» **Problem to solve**:
Where an entry below contains an image, skip the image and reproduce the rest exactly.

------ Excerpted data

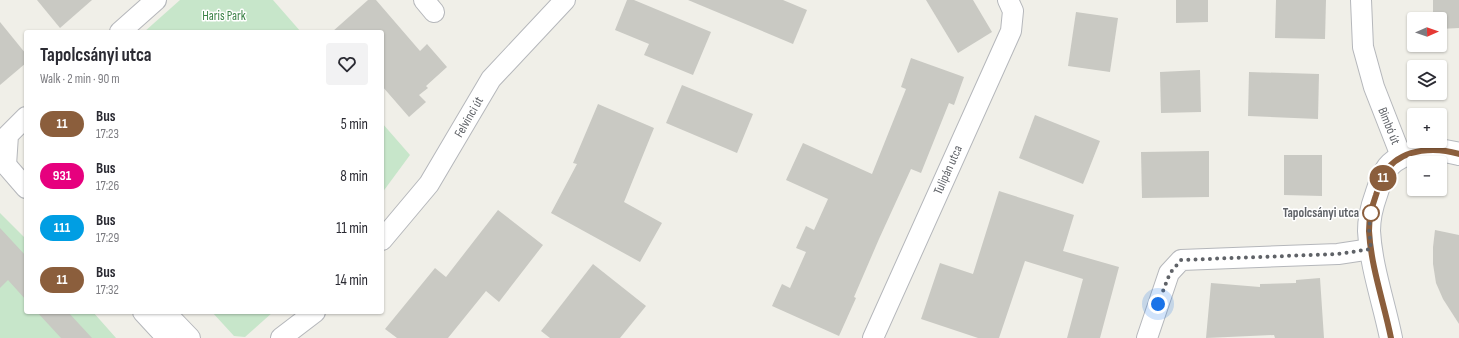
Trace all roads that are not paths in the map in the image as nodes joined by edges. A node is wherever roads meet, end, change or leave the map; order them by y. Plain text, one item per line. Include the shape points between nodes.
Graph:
1 (156, 0) edge
2 (564, 0) edge
3 (1008, 0) edge
4 (1361, 0) edge
5 (122, 30) edge
6 (24, 119) edge
7 (1459, 154) edge
8 (1401, 156) junction
9 (3, 165) edge
10 (24, 176) edge
11 (24, 186) edge
12 (384, 238) edge
13 (1371, 249) junction
14 (145, 314) edge
15 (167, 314) edge
16 (312, 314) edge
17 (167, 338) edge
18 (190, 338) edge
19 (281, 338) edge
20 (873, 338) edge
21 (1147, 338) edge
22 (1391, 338) edge

1 - 5 street
2 - 12 street, Felvinci út via 491,79 429,184
3 - 20 street, Tulipán utca via 1013,11 1011,31
4 - 8 street, Bimbó út via 1363,47 1374,87
6 - 9 street via 8,135
7 - 8 street via 1433,151
8 - 13 street, Bimbó út via 1388,168 1375,199 1369,229
9 - 10 street
9 - 11 street
13 - 21 street via 1338,254 1181,260 1170,273
13 - 22 street, Bimbó út
14 - 17 street
15 - 18 street
16 - 19 street

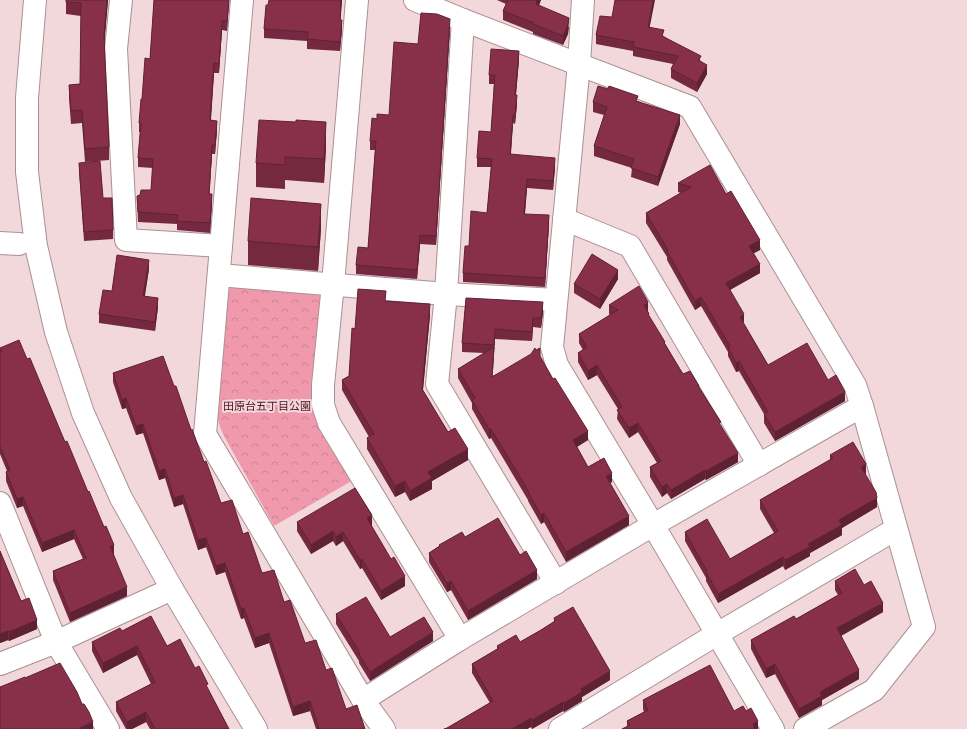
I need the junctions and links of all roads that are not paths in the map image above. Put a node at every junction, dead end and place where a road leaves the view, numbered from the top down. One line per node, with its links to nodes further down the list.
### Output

------------

» **Answer to this task**:
Trace all roads that are not paths in the map in the image as nodes joined by edges. A node is wherever roads meet, end, change or leave the map; order them by y. Plain text, one item per line. Include the shape points between nodes.
Graph:
1 (156, 0) edge
2 (564, 0) edge
3 (1008, 0) edge
4 (1361, 0) edge
5 (122, 30) edge
6 (24, 119) edge
7 (1459, 154) edge
8 (1401, 156) junction
9 (3, 165) edge
10 (24, 176) edge
11 (24, 186) edge
12 (384, 238) edge
13 (1371, 249) junction
14 (145, 314) edge
15 (167, 314) edge
16 (312, 314) edge
17 (167, 338) edge
18 (190, 338) edge
19 (281, 338) edge
20 (873, 338) edge
21 (1147, 338) edge
22 (1391, 338) edge

1 - 5 street
2 - 12 street, Felvinci út via 491,79 429,184
3 - 20 street, Tulipán utca via 1013,11 1011,31
4 - 8 street, Bimbó út via 1363,47 1374,87
6 - 9 street via 8,135
7 - 8 street via 1433,151
8 - 13 street, Bimbó út via 1388,168 1375,199 1369,229
9 - 10 street
9 - 11 street
13 - 21 street via 1338,254 1181,260 1170,273
13 - 22 street, Bimbó út
14 - 17 street
15 - 18 street
16 - 19 street

I need the junctions and links of all roads that are not paths in the map image above. Put a node at every junction, dead end and place where a road leaves the view, numbered from the top down. One line per node, with its links to nodes further down the list.
### Output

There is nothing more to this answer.